To be sure, Banks does remind us that when the European “discoverers” arrived, this land “was inhabited already.” Likewise he points to enslaved Africans as our first wave of immigrants, and acknowledges that the work of disabusing ourselves of our racist heritage is far from complete. He also writes at some length to properly credit industrial workers, rather than their capitalist bosses, with providing “the strength of American industry.” And it should be said that, with his great writing skill, reading his book is as effortless as listening to an NPR broadcast. Yet all of this is dished up with reactionary views given the same unbalanced treatment that characterized his handling of Winthrop's New Jerusalem.
• “The Birth of a Nation is an extraordinary film-- one that's loathsome ethically, and that's politically and spiritually loathsome as well, and yet artistically it's great.”
• “We don't fear Communism.... The notion of an oppressive and restrictive totalitarian society doesn't have the same chilling vividness for us as the chaos of pure democracy.”
• “We've dismantled that City on the Hill that was largely spiritual and replaced it with El Dorado...”
• “You have to see the United States as the creation of a conflicting set of impulses-- spiritual, ethical, and materialistic.”
When these are mixed with a good dose of historical fact that is both clearly seen and well articulated, they seem to serve the mythic tradition of Dreaming Up America.
The weakness of the book can be traced to its fundamental assumption, clear in the text, but also made explicit in his statement from a recorded conversation about the book, that “we take our identity as a people from certain ideas.” Drafting a text based in this assumption, in an America where 1% of the population luxuriates in 40% of our national wealth while 40% of the population struggles to survive on 1%, can only lead to errors. Ours is a class conflict with a material basis, not a crisis of ideas. Our economy is not slightly out of kilter and needing to be tinkered into shape by tweaking “speculative growth,” “restriction,” or “money loaned to the US by Chinese and European investors.” Our economy is working as it is designed to work-- continually concentrating more wealth into fewer hands.

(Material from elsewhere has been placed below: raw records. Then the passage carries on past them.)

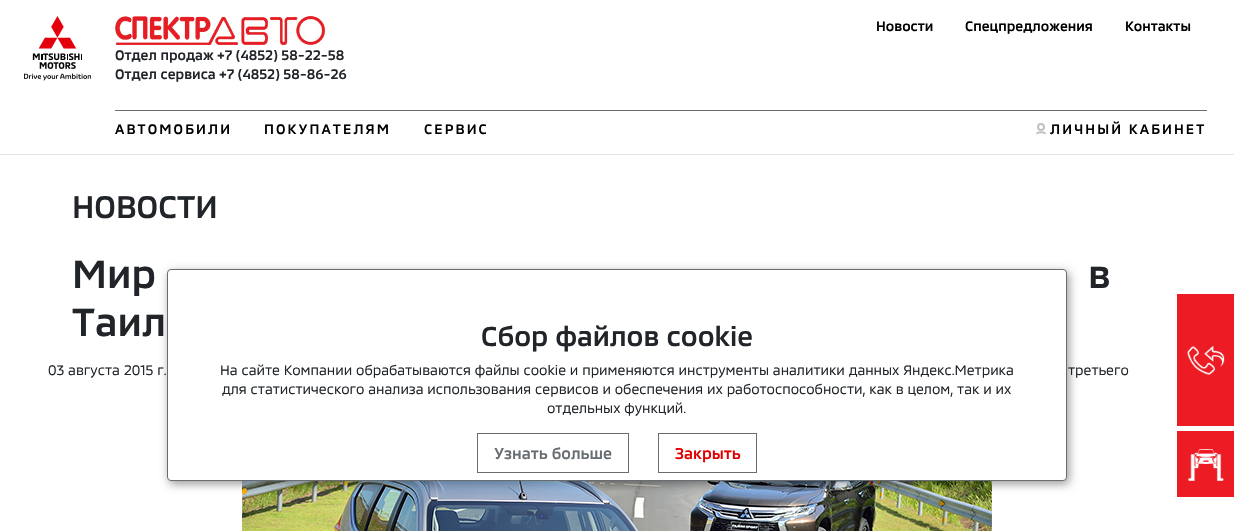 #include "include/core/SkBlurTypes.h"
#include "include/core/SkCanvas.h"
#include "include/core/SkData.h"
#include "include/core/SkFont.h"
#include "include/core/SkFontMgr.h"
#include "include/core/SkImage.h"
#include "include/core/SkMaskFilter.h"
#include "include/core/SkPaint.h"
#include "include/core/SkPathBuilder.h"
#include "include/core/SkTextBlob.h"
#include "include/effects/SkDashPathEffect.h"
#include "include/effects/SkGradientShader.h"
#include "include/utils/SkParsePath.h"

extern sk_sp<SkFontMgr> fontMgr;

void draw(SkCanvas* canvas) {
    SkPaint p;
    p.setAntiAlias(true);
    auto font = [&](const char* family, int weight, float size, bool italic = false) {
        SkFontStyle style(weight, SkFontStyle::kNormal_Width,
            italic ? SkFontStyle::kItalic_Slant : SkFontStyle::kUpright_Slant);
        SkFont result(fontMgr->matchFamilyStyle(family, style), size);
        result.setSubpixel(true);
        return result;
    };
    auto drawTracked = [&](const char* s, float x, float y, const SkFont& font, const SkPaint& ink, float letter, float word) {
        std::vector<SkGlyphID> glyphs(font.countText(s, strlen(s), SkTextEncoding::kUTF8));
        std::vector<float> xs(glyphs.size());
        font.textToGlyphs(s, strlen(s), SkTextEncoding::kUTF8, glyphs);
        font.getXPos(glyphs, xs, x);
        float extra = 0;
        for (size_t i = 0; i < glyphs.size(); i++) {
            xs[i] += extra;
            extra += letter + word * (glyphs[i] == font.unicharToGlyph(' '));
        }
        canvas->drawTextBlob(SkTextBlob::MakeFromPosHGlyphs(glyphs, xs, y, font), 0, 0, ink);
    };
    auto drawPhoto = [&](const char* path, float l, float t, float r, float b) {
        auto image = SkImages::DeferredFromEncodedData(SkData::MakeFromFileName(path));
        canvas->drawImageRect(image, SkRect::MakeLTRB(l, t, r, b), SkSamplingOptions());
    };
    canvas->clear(0xFFFFFFFF);
    p.setColor(0xFFE3E5E6);
    canvas->drawRect(SkRect::MakeLTRB(0, 154, 1234, 155), p);
    drawPhoto("media/1.png", 24, 16, 91, 81);
    p.setColor(0xFF686D71);
    canvas->drawRect(SkRect::MakeLTRB(115, 110, 1207, 111), p);
    auto font1 = font("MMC", 500, 14);
    p.setColor(0xFF000000);
    {
        const struct { const char* s; float x, y; } items[] = {
            {"Новости", 876, 31},
            {"Спецпредложения", 965, 31},
            {"Контакты", 1125, 31},
        };
        for (auto [s, x, y] : items) {
            canvas->drawString(s, x, y, font1, p);
        }
    }
    drawPhoto("media/2.png", 115, 16, 325, 45);
    p.setColor(0xFF212529);
    {
        const struct { const char* s; float x, y; } items[] = {
            {"Отдел продаж", 115, 60},
            {"+7 (4852) 58-22-58", 217, 60},
            {"Отдел сервиса", 115, 79},
            {"+7 (4852) 58-86-26", 219, 79},
        };
        for (auto [s, x, y] : items) {
            canvas->drawString(s, x, y, font1, p);
        }
    }
    p.setColor(0xFF000000);
    {
        const struct { const char* s; float x, y; } items[] = {
            {"АВТОМОБИЛИ", 115, 134},
            {"ПОКУПАТЕЛЯМ", 264, 134},
            {"СЕРВИС", 424, 134},
            {"ЛИЧНЫЙ КАБИНЕТ", 1050, 134},
        };
        for (auto [s, x, y] : items) {
            drawTracked(s, x, y, font1, p, 2.1f, 0);
        }
    }
    p.setStyle(SkPaint::kStroke_Style);
    p.setStrokeWidth(2);
    p.setColor(0xFFBFC2C4);
    canvas->drawCircle(1041, 127, 3, p);
    canvas->drawPath(SkPathBuilder().moveTo(1045, 134).cubicTo(1045, 131.5f, 1037, 131.5f, 1037, 134).detach(), p);
    auto font2 = font("MMC", 500, 32);
    p.setStyle(SkPaint::kFill_Style);
    p.setColor(0xFF212529);
    canvas->drawString("НОВОСТИ", 72, 218, font2, p);
    auto font3 = font("MMC", 500, 40);
    {
        const struct { const char* s; float x, y; } items[] = {
            {"Мир", 72, 288},
            {"в", 1088, 288},
            {"Таил", 72, 336},
        };
        for (auto [s, x, y] : items) {
            canvas->drawString(s, x, y, font3, p);
        }
    }
    auto font4 = font("MMC", 400, 14);
    canvas->drawString("03 августа 2015 г.", 48, 375, font4, p);
    canvas->drawString("третьего", 1068, 375, font4, p);
    drawPhoto("media/3.png", 242, 481, 992, 531);
    p.setColor(0xFFED1C24);
    canvas->drawRect(SkRect::MakeLTRB(1177, 294, 1234, 426), p);
    drawPhoto("media/4.png", 1187, 346, 1225, 375);
    canvas->drawRect(SkRect::MakeLTRB(1177, 431, 1234, 497), p);
    drawPhoto("media/5.png", 1188, 449, 1224, 481);
    p.setColor(0x66000000);
    p.setMaskFilter(SkMaskFilter::MakeBlur(kNormal_SkBlurStyle, 5));
    canvas->drawRoundRect(SkRect::MakeLTRB(169, 272, 1069, 484), 4, 4, p);
    p.setMaskFilter(nullptr);
    p.setColor(0xFFFFFFFF);
    canvas->drawRoundRect(SkRect::MakeLTRB(167.5f, 269.5f, 1066.5f, 480.5f), 3.5f, 3.5f, p);
    p.setStyle(SkPaint::kStroke_Style);
    p.setStrokeWidth(1);
    p.setColor(0xFF686D71);
    canvas->drawRoundRect(SkRect::MakeLTRB(167.5f, 269.5f, 1066.5f, 480.5f), 3.5f, 3.5f, p);
    auto font5 = font("MMC", 500, 28);
    p.setStyle(SkPaint::kFill_Style);
    p.setColor(0xFF212529);
    canvas->drawString("Сбор файлов cookie", 481, 346, font5, p);
    {
        const struct { const char* s; float x, y; } items[] = {
            {"На сайте Компании обрабатываются файлы cookie и применяются инструменты аналитики данных Яндекс.Метрика", 220, 375},
            {"для статистического анализа использования сервисов и обеспечения их работоспособности, как в целом, так и их", 222, 394},
            {"отдельных функций.", 547, 413},
        };
        for (auto [s, x, y] : items) {
            canvas->drawString(s, x, y, font4, p);
        }
    }
    p.setStyle(SkPaint::kStroke_Style);
    p.setColor(0xFF686D71);
    canvas->drawRect(SkRect::MakeLTRB(477.5f, 433.5f, 628.5f, 472.5f), p);
    auto font6 = font("MMC", 500, 16);
    p.setStyle(SkPaint::kFill_Style);
    canvas->drawString("Узнать больше", 494, 459, font6, p);
    p.setStyle(SkPaint::kStroke_Style);
    canvas->drawRect(SkRect::MakeLTRB(658.5f, 433.5f, 756.5f, 472.5f), p);
    p.setStyle(SkPaint::kFill_Style);
    p.setColor(0xFFE30000);
    canvas->drawString("Закрыть", 675, 459, font6, p);
} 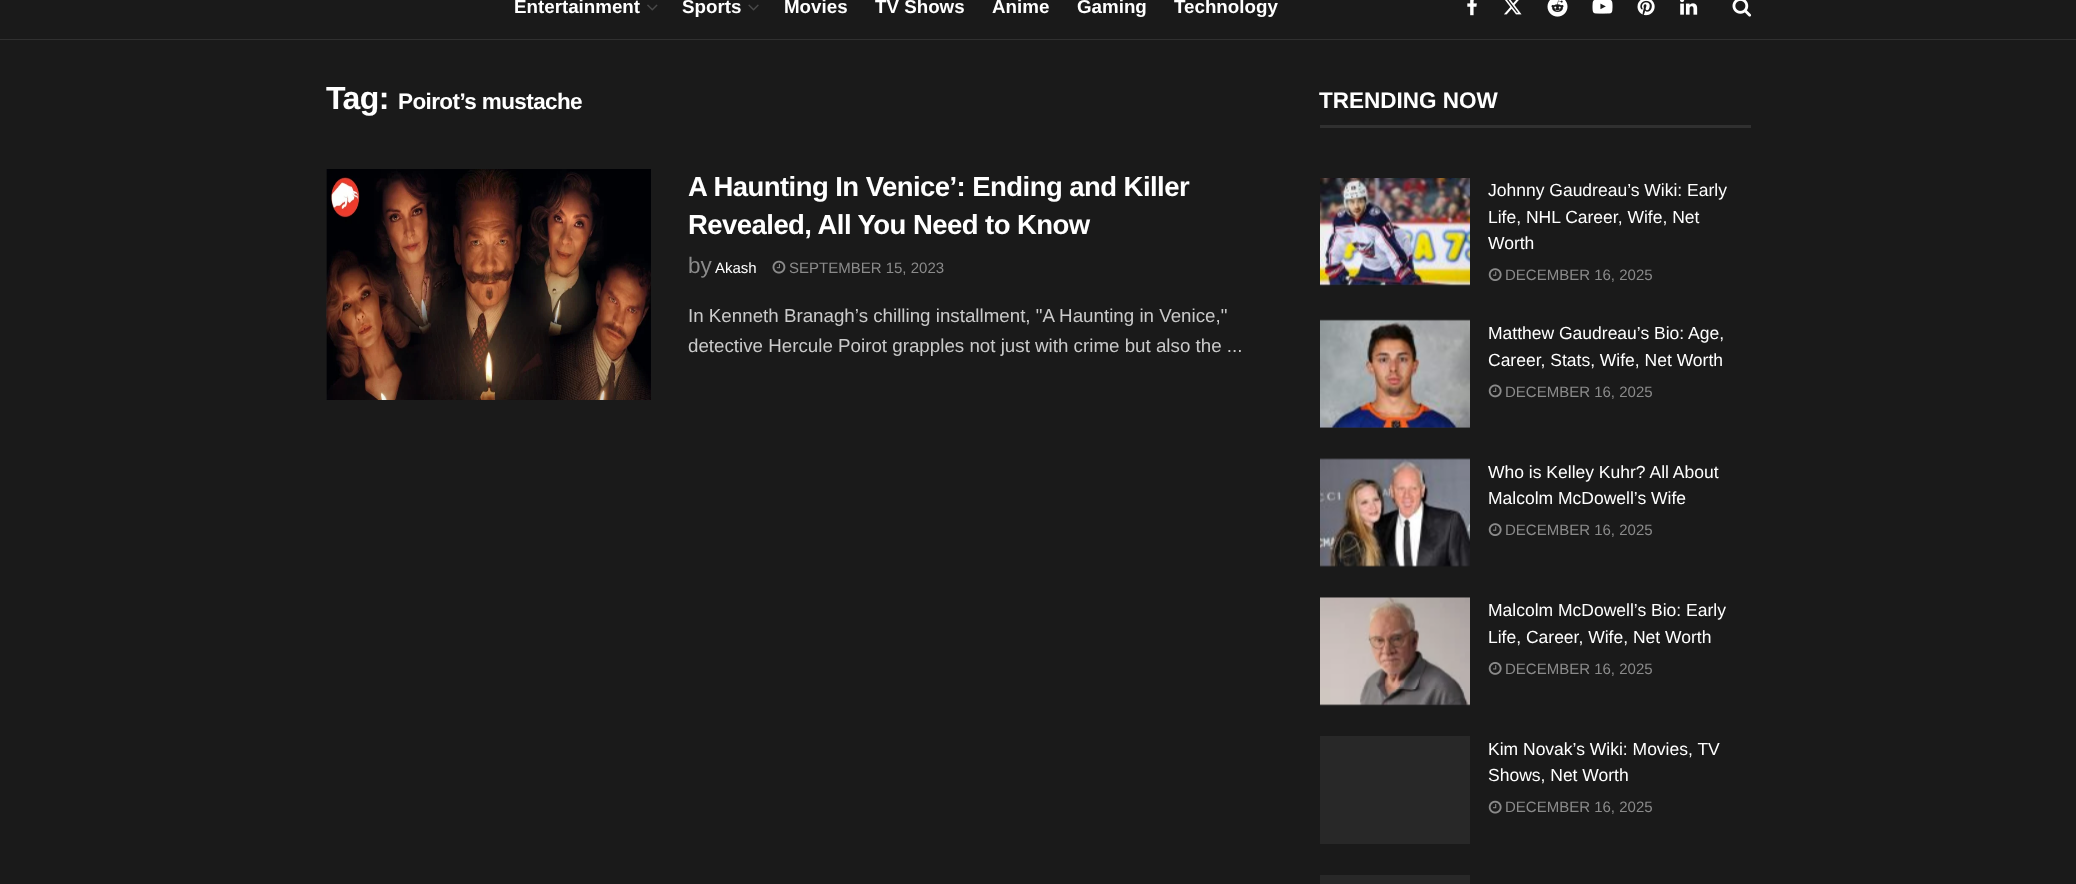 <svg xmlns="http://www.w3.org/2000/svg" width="2076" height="884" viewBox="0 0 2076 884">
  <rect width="100%" height="100%" fill="rgb(26,26,26)"/>
  <rect x="0" y="39" width="2076" height="1" fill="rgb(48,48,48)"/>
  <text x="514" y="13" font-family="Liberation Sans" font-size="18.75" font-weight="bold" fill="rgb(255,255,255)">Entertainment</text>
  <image x="647" y="4" width="11" height="7" href="pic1.png"/>
  <text x="682" y="13" font-family="Liberation Sans" font-size="18.75" font-weight="bold" fill="rgb(255,255,255)">Sports</text>
  <image x="748" y="4" width="11" height="7" href="pic2.png"/>
  <g font-family="Liberation Sans" font-size="18.75" font-weight="bold" fill="rgb(255,255,255)">
    <text x="784" y="13">Movies</text>
    <text x="875" y="13">TV Shows</text>
    <text x="992" y="13">Anime</text>
    <text x="1077" y="13">Gaming</text>
    <text x="1174" y="13">Technology</text>
  </g>
  <image x="1467" y="0" width="10" height="16" href="pic3.png"/>
  <image x="1504" y="0" width="18" height="15" href="pic4.png"/>
  <image x="1547" y="0" width="21" height="17" href="pic5.png"/>
  <image x="1592" y="0" width="21" height="14" href="pic6.png"/>
  <image x="1637" y="0" width="18" height="16" href="pic7.png"/>
  <image x="1680" y="0" width="18" height="15" href="pic8.png"/>
  <image x="1732" y="0" width="20" height="17" href="pic9.png"/>
  <text x="326" y="109" font-family="Liberation Sans" font-size="32" font-weight="bold" letter-spacing="-0.6" fill="rgb(255,255,255)">Tag:</text>
  <text x="398" y="109" font-family="Liberation Sans" font-size="22.5" font-weight="bold" letter-spacing="-0.6" fill="rgb(255,255,255)">Poirot’s mustache</text>
  <rect x="326" y="169" width="1" height="231" fill="rgb(40,40,40)"/>
  <image x="326" y="169" width="325" height="231" href="pic10.png"/>
  <g font-family="Liberation Sans" font-size="27.5" font-weight="bold" letter-spacing="-0.55" fill="rgb(255,255,255)">
    <text>
      <tspan x="688" y="196">A Haunting In Venice’: Ending and Killer</tspan>
      <tspan x="688" y="234">Revealed, All You Need to Know</tspan>
    </text>
  </g>
  <text x="688" y="273" font-family="Liberation Sans" font-size="22.5" fill="rgb(139,139,139)">by</text>
  <text x="715" y="273" font-family="Liberation Sans" font-size="15" fill="rgb(255,255,255)">Akash</text>
  <image x="772" y="260" width="14" height="14" href="pic11.png"/>
  <text x="789" y="273" font-family="Liberation Sans" font-size="15" fill="rgb(139,139,139)">SEPTEMBER 15, 2023</text>
  <g font-family="Liberation Sans" font-size="18.75" fill="rgb(202,202,202)">
    <text>
      <tspan x="688" y="322">In Kenneth Branagh’s chilling installment, "A Haunting in Venice,"</tspan>
      <tspan x="688" y="352">detective Hercule Poirot grapples not just with crime but also the ...</tspan>
    </text>
  </g>
  <rect x="1320" y="125" width="431" height="3" fill="rgb(48,48,48)"/>
  <text x="1319" y="108" font-family="Liberation Sans" font-size="22.5" font-weight="bold" fill="rgb(255,255,255)">TRENDING NOW</text>
  <rect x="1320" y="284" width="150" height="1" fill="rgb(40,40,40)"/>
  <image x="1320" y="178" width="150" height="108" href="pic12.png"/>
  <g font-family="Liberation Sans" font-size="17.5" fill="rgb(255,255,255)">
    <text>
      <tspan x="1488" y="196">Johnny Gaudreau’s Wiki: Early</tspan>
      <tspan x="1488" y="223">Life, NHL Career, Wife, Net</tspan>
      <tspan x="1488" y="249">Worth</tspan>
    </text>
  </g>
  <image x="1488" y="268" width="14" height="13" href="pic13.png"/>
  <text x="1505" y="280" font-family="Liberation Sans" font-size="15" fill="rgb(139,139,139)">DECEMBER 16, 2025</text>
  <rect x="1320" y="320" width="150" height="108" fill="rgb(40,40,40)"/>
  <image x="1320" y="319" width="150" height="109" href="pic14.png"/>
  <g font-family="Liberation Sans" font-size="17.5" fill="rgb(255,255,255)">
    <text>
      <tspan x="1488" y="339">Matthew Gaudreau’s Bio: Age,</tspan>
      <tspan x="1488" y="366">Career, Stats, Wife, Net Worth</tspan>
    </text>
  </g>
  <image x="1488" y="384" width="14" height="14" href="pic15.png"/>
  <text x="1505" y="397" font-family="Liberation Sans" font-size="15" fill="rgb(139,139,139)">DECEMBER 16, 2025</text>
  <image x="1320" y="458" width="150" height="109" href="pic16.png"/>
  <g font-family="Liberation Sans" font-size="17.5" fill="rgb(255,255,255)">
    <text>
      <tspan x="1488" y="478">Who is Kelley Kuhr? All About</tspan>
      <tspan x="1488" y="504">Malcolm McDowell’s Wife</tspan>
    </text>
  </g>
  <image x="1488" y="523" width="14" height="13" href="pic13.png"/>
  <text x="1505" y="535" font-family="Liberation Sans" font-size="15" fill="rgb(139,139,139)">DECEMBER 16, 2025</text>
  <rect x="1320" y="704" width="150" height="1" fill="rgb(40,40,40)"/>
  <rect x="1320" y="597" width="150" height="1" fill="rgb(33,33,33)"/>
  <image x="1320" y="597" width="150" height="109" href="pic17.png"/>
  <g font-family="Liberation Sans" font-size="17.5" fill="rgb(255,255,255)">
    <text>
      <tspan x="1488" y="616">Malcolm McDowell’s Bio: Early</tspan>
      <tspan x="1488" y="643">Life, Career, Wife, Net Worth</tspan>
    </text>
  </g>
  <image x="1488" y="662" width="14" height="13" href="pic18.png"/>
  <text x="1505" y="674" font-family="Liberation Sans" font-size="15" fill="rgb(139,139,139)">DECEMBER 16, 2025</text>
  <rect x="1320" y="736" width="150" height="108" fill="rgb(40,40,40)"/>
  <g font-family="Liberation Sans" font-size="17.5" fill="rgb(255,255,255)">
    <text>
      <tspan x="1488" y="755">Kim Novak’s Wiki: Movies, TV</tspan>
      <tspan x="1488" y="781">Shows, Net Worth</tspan>
    </text>
  </g>
  <image x="1488" y="800" width="14" height="14" href="pic19.png"/>
  <text x="1505" y="812" font-family="Liberation Sans" font-size="15" fill="rgb(139,139,139)">DECEMBER 16, 2025</text>
  <rect x="1320" y="875" width="150" height="9" fill="rgb(40,40,40)"/>
</svg>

The depression of the 1930s may well provide an historical model for changing our material conditions. We did see changes then. Not through Russell Banks' fantasy image of Franklin Roosevelt sitting in a quiet room, reading a book, until his world view changed, but through concerted action of workers acting in solidarity to demand change from those who were loath to deliver it. Things changed not because Henry Ford's auto workers were waked from their fugue state by a better version of “the American Dream,” but because they, and other workers with them, decided “it's time to organize.”